### Problem
Report each line of the entries below that includes "Quetzalcóatl".

### Recorded data

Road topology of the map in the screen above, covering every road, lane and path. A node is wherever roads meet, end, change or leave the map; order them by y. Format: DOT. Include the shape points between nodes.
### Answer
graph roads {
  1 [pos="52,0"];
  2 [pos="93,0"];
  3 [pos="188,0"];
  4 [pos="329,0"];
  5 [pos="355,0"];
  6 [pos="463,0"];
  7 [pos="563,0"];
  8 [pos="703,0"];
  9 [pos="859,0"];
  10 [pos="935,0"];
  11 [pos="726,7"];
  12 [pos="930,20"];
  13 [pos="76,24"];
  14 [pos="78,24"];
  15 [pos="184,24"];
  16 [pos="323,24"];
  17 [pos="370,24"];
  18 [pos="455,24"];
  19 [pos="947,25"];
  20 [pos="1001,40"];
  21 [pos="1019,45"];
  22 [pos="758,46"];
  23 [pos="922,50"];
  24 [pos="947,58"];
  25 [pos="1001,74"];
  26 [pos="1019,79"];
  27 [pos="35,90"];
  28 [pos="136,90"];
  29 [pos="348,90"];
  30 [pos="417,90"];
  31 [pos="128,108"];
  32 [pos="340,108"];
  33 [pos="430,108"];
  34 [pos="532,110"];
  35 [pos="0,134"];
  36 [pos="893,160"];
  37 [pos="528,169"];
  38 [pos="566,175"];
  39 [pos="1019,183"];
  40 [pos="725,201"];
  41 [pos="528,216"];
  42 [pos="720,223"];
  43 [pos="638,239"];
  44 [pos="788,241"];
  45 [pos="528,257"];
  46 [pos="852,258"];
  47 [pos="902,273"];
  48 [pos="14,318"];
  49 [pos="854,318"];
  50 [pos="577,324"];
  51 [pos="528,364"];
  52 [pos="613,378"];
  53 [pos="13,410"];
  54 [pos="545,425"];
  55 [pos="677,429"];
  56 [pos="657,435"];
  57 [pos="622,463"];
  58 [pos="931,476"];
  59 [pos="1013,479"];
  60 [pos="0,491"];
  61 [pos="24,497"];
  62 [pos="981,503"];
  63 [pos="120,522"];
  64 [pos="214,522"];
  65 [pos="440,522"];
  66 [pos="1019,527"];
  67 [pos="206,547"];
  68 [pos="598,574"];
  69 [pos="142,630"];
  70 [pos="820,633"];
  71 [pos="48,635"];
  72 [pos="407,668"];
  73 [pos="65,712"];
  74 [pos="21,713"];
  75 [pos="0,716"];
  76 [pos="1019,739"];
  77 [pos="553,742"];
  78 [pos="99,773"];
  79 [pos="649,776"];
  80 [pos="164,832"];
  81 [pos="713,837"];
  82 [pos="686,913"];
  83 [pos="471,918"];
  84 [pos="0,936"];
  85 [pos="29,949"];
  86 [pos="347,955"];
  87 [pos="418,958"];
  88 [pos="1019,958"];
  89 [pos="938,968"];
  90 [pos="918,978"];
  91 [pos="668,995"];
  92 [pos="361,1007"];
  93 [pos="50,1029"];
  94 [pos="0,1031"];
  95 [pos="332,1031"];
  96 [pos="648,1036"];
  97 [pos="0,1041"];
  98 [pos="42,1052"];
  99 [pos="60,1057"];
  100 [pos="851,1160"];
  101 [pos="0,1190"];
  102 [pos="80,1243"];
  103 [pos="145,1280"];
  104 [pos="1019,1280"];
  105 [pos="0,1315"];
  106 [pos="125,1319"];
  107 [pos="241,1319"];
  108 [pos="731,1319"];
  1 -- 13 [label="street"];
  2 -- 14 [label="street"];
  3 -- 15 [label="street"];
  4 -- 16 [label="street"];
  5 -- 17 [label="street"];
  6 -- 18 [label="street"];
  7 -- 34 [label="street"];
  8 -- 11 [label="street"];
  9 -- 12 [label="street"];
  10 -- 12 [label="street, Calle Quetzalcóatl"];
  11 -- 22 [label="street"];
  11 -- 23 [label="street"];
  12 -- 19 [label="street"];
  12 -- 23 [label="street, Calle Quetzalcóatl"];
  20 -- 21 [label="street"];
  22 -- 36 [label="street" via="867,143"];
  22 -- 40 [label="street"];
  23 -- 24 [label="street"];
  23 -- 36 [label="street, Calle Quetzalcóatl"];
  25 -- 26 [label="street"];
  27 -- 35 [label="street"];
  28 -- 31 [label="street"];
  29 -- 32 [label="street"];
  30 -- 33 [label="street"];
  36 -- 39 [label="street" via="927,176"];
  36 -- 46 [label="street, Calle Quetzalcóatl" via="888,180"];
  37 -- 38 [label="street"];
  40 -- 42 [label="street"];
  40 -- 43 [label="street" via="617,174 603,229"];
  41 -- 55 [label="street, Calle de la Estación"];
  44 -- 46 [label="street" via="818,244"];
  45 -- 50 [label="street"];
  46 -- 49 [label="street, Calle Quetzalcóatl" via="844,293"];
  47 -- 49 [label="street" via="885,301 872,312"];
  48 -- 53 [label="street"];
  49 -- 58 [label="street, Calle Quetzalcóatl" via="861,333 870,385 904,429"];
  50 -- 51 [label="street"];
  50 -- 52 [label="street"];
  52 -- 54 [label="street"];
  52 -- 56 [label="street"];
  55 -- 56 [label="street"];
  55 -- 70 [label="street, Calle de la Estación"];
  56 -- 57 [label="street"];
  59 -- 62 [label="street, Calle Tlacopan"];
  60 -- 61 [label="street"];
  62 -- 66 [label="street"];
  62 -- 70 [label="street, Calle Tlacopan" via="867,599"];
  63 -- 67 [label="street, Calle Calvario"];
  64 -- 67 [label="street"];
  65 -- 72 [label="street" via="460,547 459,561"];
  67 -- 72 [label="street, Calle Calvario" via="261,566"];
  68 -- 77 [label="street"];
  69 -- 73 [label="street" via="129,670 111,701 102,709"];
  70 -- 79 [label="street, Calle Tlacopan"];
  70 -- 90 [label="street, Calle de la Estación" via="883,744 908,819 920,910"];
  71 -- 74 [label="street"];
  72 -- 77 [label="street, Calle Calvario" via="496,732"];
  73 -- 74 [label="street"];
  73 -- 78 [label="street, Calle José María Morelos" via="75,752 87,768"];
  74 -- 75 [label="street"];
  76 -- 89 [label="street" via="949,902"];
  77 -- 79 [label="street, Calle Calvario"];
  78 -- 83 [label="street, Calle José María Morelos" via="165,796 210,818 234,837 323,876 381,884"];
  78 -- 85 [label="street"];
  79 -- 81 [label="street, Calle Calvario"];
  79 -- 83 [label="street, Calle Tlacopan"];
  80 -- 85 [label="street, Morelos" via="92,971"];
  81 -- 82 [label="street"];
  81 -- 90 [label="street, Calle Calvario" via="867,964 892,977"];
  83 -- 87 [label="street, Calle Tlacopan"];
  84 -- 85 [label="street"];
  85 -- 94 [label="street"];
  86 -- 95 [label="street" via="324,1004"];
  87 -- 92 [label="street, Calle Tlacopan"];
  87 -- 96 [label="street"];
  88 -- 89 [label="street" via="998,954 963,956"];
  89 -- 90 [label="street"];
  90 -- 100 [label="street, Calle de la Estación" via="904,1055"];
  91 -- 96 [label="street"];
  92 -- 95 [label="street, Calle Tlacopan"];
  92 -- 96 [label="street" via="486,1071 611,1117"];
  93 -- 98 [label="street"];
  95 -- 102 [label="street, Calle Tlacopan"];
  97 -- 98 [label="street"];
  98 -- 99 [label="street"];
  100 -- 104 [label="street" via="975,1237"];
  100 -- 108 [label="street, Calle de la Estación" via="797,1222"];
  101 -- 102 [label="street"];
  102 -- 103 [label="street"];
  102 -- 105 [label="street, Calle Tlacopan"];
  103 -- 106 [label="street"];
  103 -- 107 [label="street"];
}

### Completed exercise
  10 -- 12 [label="street, Calle Quetzalcóatl"];
  12 -- 23 [label="street, Calle Quetzalcóatl"];
  23 -- 36 [label="street, Calle Quetzalcóatl"];
  36 -- 46 [label="street, Calle Quetzalcóatl" via="888,180"];
  46 -- 49 [label="street, Calle Quetzalcóatl" via="844,293"];
  49 -- 58 [label="street, Calle Quetzalcóatl" via="861,333 870,385 904,429"];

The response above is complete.